Atentado a escola em Beslan, Rússia

Atentado a escola em Beslan, Rússia

A ausência de limites morais num atentado contra crianças na escola no primeiro dia de seu ano letivo, num momento de esperanças, novos uniformes, novos amigos, pode levar a uma nova fase da confusa e difusa na “guerra contra o terror” global. As atitudes dos russos, americanos, europeus, e, mais importante, nossos atos aqui do Oriente Médio poderiam determinar se o terrorismo irá piorar ou será gradualmente contido.O fato de que 9 ou 10 dos terroristas terem sido identificados como “árabes”, e que uma mulher tchetchena e talvez mais uma mulher estavam entre os terroristas na Rússia, reflete uma continuada diferenciação qualitativa no negócio do terrorismo pelo mundo. Digo “negócio do terrorismo” deliberadamente, porque este fenômeno se comporta de acordo com leis de oferta e demanda, de mercado. O terrorismo se expandiu em resposta a uma crescente demanda por ele no mercado de idéias, percepções, e sentimentos humanos desfigurados – e fornecedores como Osama bin Laden, os militantes anti-russos tchetchenos, e outros entraram para reforçar o suprimento.

A escala, freqüência e a natureza do terror contra civis só pioraram na última década.
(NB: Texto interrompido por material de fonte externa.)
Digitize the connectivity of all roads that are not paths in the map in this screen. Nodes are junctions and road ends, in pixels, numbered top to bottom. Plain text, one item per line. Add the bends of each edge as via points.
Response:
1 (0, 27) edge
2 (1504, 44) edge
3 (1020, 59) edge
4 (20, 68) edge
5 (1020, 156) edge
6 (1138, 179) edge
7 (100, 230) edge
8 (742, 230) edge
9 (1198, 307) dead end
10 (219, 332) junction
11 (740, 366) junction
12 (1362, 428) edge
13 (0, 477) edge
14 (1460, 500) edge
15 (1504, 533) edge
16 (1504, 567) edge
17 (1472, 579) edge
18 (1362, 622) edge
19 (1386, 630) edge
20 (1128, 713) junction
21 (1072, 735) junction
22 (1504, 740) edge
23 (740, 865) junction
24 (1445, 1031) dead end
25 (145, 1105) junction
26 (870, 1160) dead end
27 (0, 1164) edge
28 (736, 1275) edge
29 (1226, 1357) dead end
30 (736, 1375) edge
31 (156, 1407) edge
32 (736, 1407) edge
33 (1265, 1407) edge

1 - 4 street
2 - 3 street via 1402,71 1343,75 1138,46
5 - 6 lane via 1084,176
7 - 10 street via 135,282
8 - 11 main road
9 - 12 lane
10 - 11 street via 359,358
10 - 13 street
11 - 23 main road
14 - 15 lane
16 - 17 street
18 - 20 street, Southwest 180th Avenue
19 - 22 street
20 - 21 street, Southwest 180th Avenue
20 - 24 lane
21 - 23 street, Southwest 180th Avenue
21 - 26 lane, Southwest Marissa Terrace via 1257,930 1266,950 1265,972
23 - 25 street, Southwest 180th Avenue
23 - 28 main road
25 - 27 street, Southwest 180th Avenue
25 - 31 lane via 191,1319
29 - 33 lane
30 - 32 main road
Os atentados na Rússia refletem a crescentemente desumana seleção de alvos civis, e a cooperação transnacional entre terroristas. Quando um irritado Vladimir Putin planeja medidas duras, seria uma terrível vergonha se a resposta russa se limitasse a perpetuar as largamente ineficientes políticas antiterror baseadas na força militar, adotadas pelos Estados Unidos desde 11/09/2001, e por Israel desde os anos ’70.

Em vez disso, o maior envolvimento russo nas campanhas antiterror deveria ser um catalizador para que todo o mundo faça um sério esforço, talvez o maior na História recente, de abordar a espectro do terrorismo numa forma mais realista e eficaz.
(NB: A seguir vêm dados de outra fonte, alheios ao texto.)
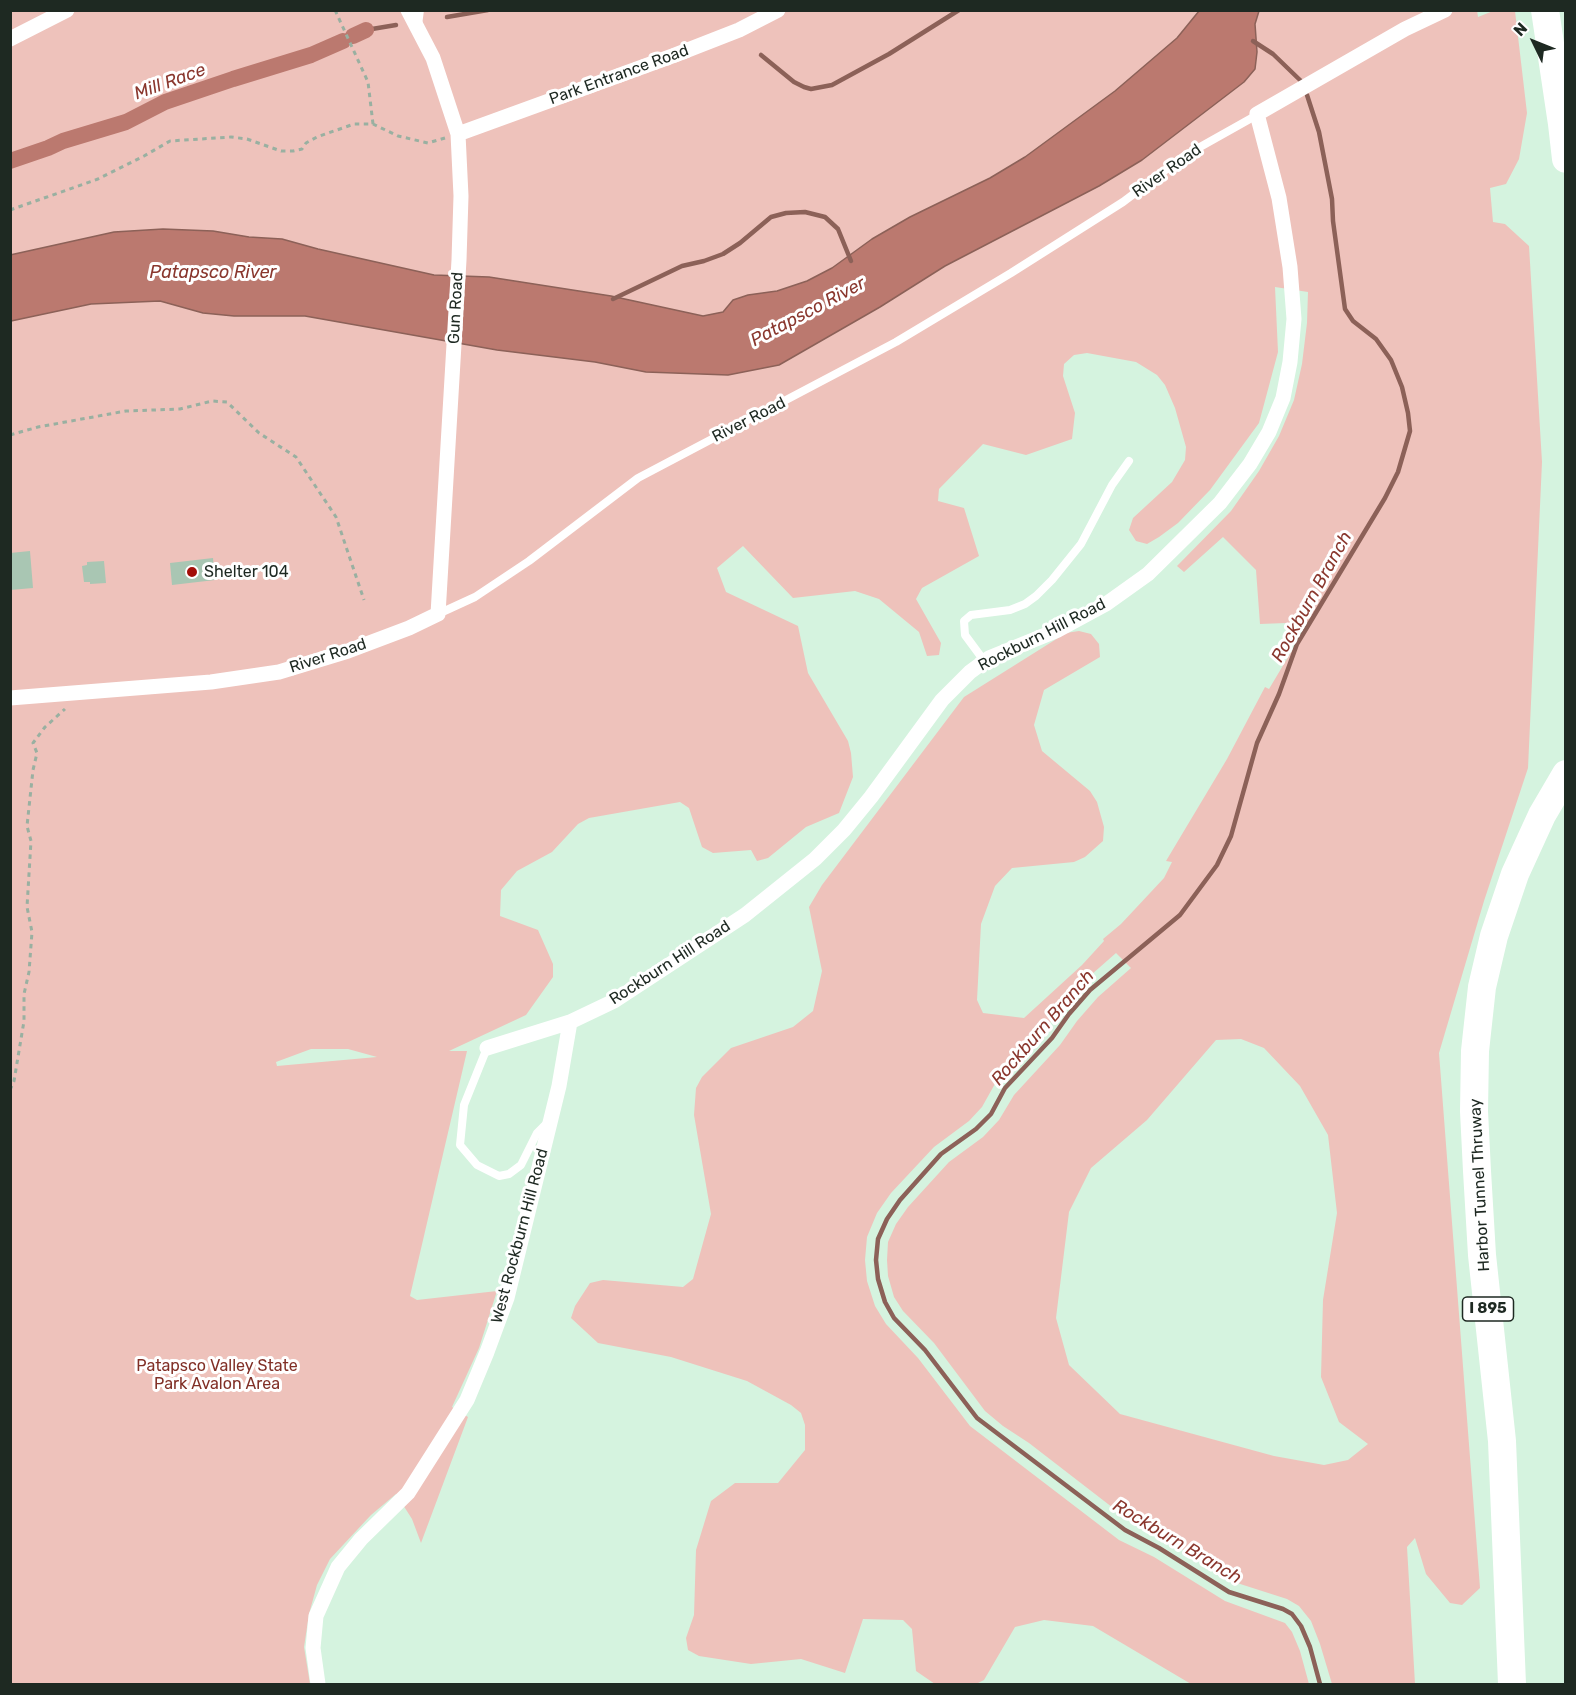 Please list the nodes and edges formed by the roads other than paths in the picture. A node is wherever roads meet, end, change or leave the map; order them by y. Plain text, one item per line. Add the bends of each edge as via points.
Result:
1 (67, 10) edge
2 (408, 10) edge
3 (420, 10) edge
4 (778, 10) edge
5 (1444, 10) edge
6 (1545, 10) edge
7 (418, 26) junction
8 (10, 39) edge
9 (1257, 114) junction
10 (458, 134) junction
11 (1566, 159) edge
12 (1130, 462) dead end
13 (438, 614) junction
14 (985, 662) junction
15 (10, 698) edge
16 (1566, 774) edge
17 (570, 1022) junction
18 (488, 1048) joint
19 (551, 1119) junction
20 (318, 1684) edge
21 (1512, 1684) edge

1 - 8 street
2 - 7 street, Gun Road
3 - 7 lane
4 - 10 street, Park Entrance Road via 675,56
5 - 9 street, River Road
6 - 11 highway
7 - 10 street, Gun Road
9 - 13 lane, River Road via 1184,156 1123,202 896,342 638,478 529,561 475,597
9 - 14 street, Rockburn Hill Road via 1279,198 1294,319 1283,398 1269,432 1220,503 1148,574 1106,604 1058,630
10 - 13 street, Gun Road via 459,260
12 - 14 lane via 1112,485 1081,544 1044,588 1010,610 971,615 964,621 965,635
13 - 15 street, River Road via 348,651 279,672 211,682
14 - 17 street, Rockburn Hill Road via 942,700 871,797 815,859 745,915 668,967 614,1001
16 - 21 highway, Harbor Tunnel Thruway / I 895 via 1515,874 1494,936 1482,987 1475,1051 1474,1111 1482,1255 1502,1441
17 - 18 street, Rockburn Hill Road
17 - 19 street, West Rockburn Hill Road
18 - 19 lane via 464,1105 460,1145 477,1165 500,1176 509,1174 521,1165 537,1133
19 - 20 street, West Rockburn Hill Road via 507,1298 488,1352 467,1400 408,1493 338,1567 316,1616 313,1648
Se quisermos alcançar resultados, e não apenas uma vingança “aliviadora”, devemos começar por reconhecer três importantes, mas desconfortáveis fatos:

1. A região árabe-asiática, predominantemente islâmica, é o coração e maior fonte global dos ataques terroristas mais espetaculares dos últimos anos. As razões para isto devem ser abordadas de forma mais inteligente e desapaixonada pelos povos desta região, antes de tudo, uma vez que estão coletivamente degradados pelo barbarismo que emana de suas sociedades.

A maioria dos árabes se identificava fortemente com a imagem do palestino empunhando uma arma ou com as guerrilhas libanesas lutando contra as forças de ocupação de Israel. Mas todos nós hoje estamos desumanizados e brutalizados pela imagens de árabes sequestrando e matando reféns estrangeiros. Precisamos perguntar e saber como e porque as nossas sociedades fizeram esta horrível trajetória.

A mais importante e recorrente raiz histórica do terror na, e da, região árabe-asiática é a sensação crescente de indignação, humilhação, recusa e degradação que tem crescentemente tomado muitos de nossos jovens. Israel, os E.U.A. e outros fatores externos agravaram este problema, mas as causas de raiz são quase totalmente locais e endógenas.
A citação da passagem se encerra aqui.